Reputation: 3758
For example, if I have the following 2 arrays:
string[] userSelect = new string[] {"the", "quick", "brown", "dog", "jumps", "over"};
string[] original = new string[] {"the", "quick", "brown", "fox", "jumps", "over", "the", "lazy", "dog"};
I'm trying to compare the userSelect array against the original array and get all consecutive matches based on index. The userSelect array will always be made up of strings from the original array. So the output would be like the following:
int[] match0 = new int[] {0, 1, 2}; // indices for "the quick brown"
int[] match2 = new int[] {4, 5}; // indices for "jumps over"
int[] match1 = new int[] {3}; // index for "dog"
The userSelect array length will never exceed the original array length, however it can be shorter and the words can be in any order. How would I go about doing this?
Upvotes: 7
Views: 4071
Reputation: 437386
After a few tries I came up with a pure LINQ solution that theoretically can be an one-liner. I did try to make it efficient, but of course functional solutions will result in duplicate computations since you cannot keep state.
We start off with a little pre-processing to save on duplicate computations later. Yes, I know what I 'm doing with index is a questionable practice, but if you are careful it works and it gets there fast:
var index = 0;
var lookup = original.ToLookup(s => s, s => index++);
var occurrences = userSelect
.Where(lookup.Contains)
.SelectMany((s, i) => lookup[s]
.Select(j => new {
User = userSelect.Skip(i),
Original = original.Skip(j),
Skipped = i
})
.Select(t => t.User.Zip(t.Original, (u, v) => Tuple.Create(u, v, t.Skipped))

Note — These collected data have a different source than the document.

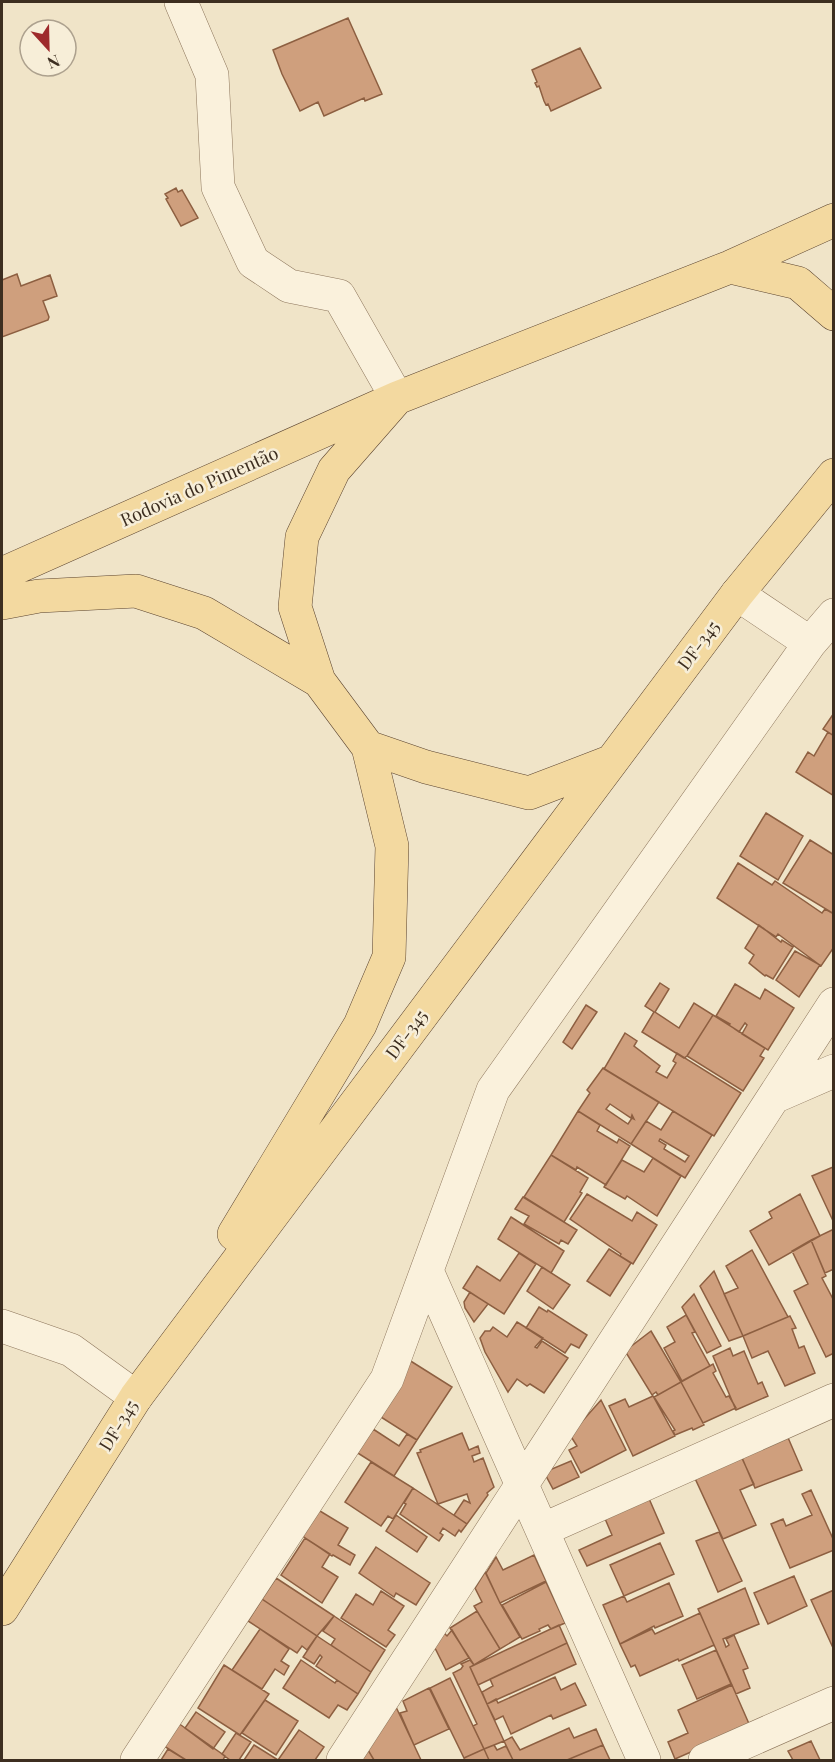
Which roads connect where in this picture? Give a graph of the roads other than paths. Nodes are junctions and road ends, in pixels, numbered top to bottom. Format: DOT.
graph roads {
  1 [pos="181,2"];
  2 [pos="834,220"];
  3 [pos="730,267"];
  4 [pos="834,314"];
  5 [pos="397,398"];
  6 [pos="834,475"];
  7 [pos="2,574"];
  8 [pos="737,594"];
  9 [pos="2,603"];
  10 [pos="834,615"];
  11 [pos="810,643"];
  12 [pos="319,681"];
  13 [pos="368,747"];
  14 [pos="610,762"];
  15 [pos="834,1004"];
  16 [pos="834,1071"];
  17 [pos="774,1097"];
  18 [pos="427,1271"];
  19 [pos="2,1326"];
  20 [pos="136,1396"];
  21 [pos="834,1400"];
  22 [pos="521,1485"];
  23 [pos="542,1530"];
  24 [pos="2,1610"];
  25 [pos="834,1703"];
  26 [pos="137,1761"];
  27 [pos="343,1761"];
  28 [pos="644,1761"];
  29 [pos="705,1761"];
  1 -- 5 [label="street"];
  2 -- 3 [label="main road, Rodovia do Pimentão"];
  3 -- 4 [label="main road"];
  3 -- 5 [label="main road, Rodovia do Pimentão"];
  5 -- 7 [label="main road, Rodovia do Pimentão"];
  5 -- 12 [label="main road"];
  6 -- 8 [label="main road, DF-345"];
  8 -- 11 [label="street"];
  8 -- 14 [label="main road, DF-345"];
  9 -- 12 [label="main road"];
  10 -- 11 [label="street"];
  11 -- 18 [label="street"];
  12 -- 13 [label="main road"];
  13 -- 14 [label="main road"];
  13 -- 20 [label="main road, DF-345"];
  14 -- 20 [label="main road, DF-345 / DF-345"];
  15 -- 17 [label="street"];
  16 -- 17 [label="street"];
  17 -- 22 [label="street"];
  18 -- 22 [label="street"];
  18 -- 26 [label="street"];
  19 -- 20 [label="street"];
  20 -- 24 [label="main road, DF-345 / DF-345"];
  21 -- 23 [label="street"];
  22 -- 23 [label="street"];
  22 -- 27 [label="street"];
  23 -- 28 [label="street"];
  25 -- 29 [label="street"];
}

.TakeWhile(tuple => tuple.Item1 == tuple.Item2)
)
.Select(u => new {
Word = s,
Start = u.Select(v => v.Item3).Min(),
Length = u.Count()
})
)
.GroupBy(v => v.Start + v.Length)
.Select(g => g.OrderBy(u => u.Start).First())
.GroupBy(v => v.Word)
.Select(g => g.OrderByDescending(u => u.Length).First())
.Select(w => Enumerable.Range(w.Start, w.Length).ToArray())
.ToList();
Printing this with
foreach (var occurrence in occurrences) {
Console.WriteLine(
"Maximal match starting with '{0}': [{1}]",
userSelect[occurrence[0]],
string.Join(", ", occurrence)
);
}
gives
Maximal match starting with 'the': [0, 1, 2]
Maximal match starting with 'dog': [3]
Maximal match starting with 'jumps': [4, 5]
It's immediately obvious that you would not want to use this code in production, another (procedural) solution would be preferable by far. However, this solution has the distinction of being purely functional except for lookup
. Of course that can also be written functionally:
var lookup = original.Select((s, i) => Tuple.Create)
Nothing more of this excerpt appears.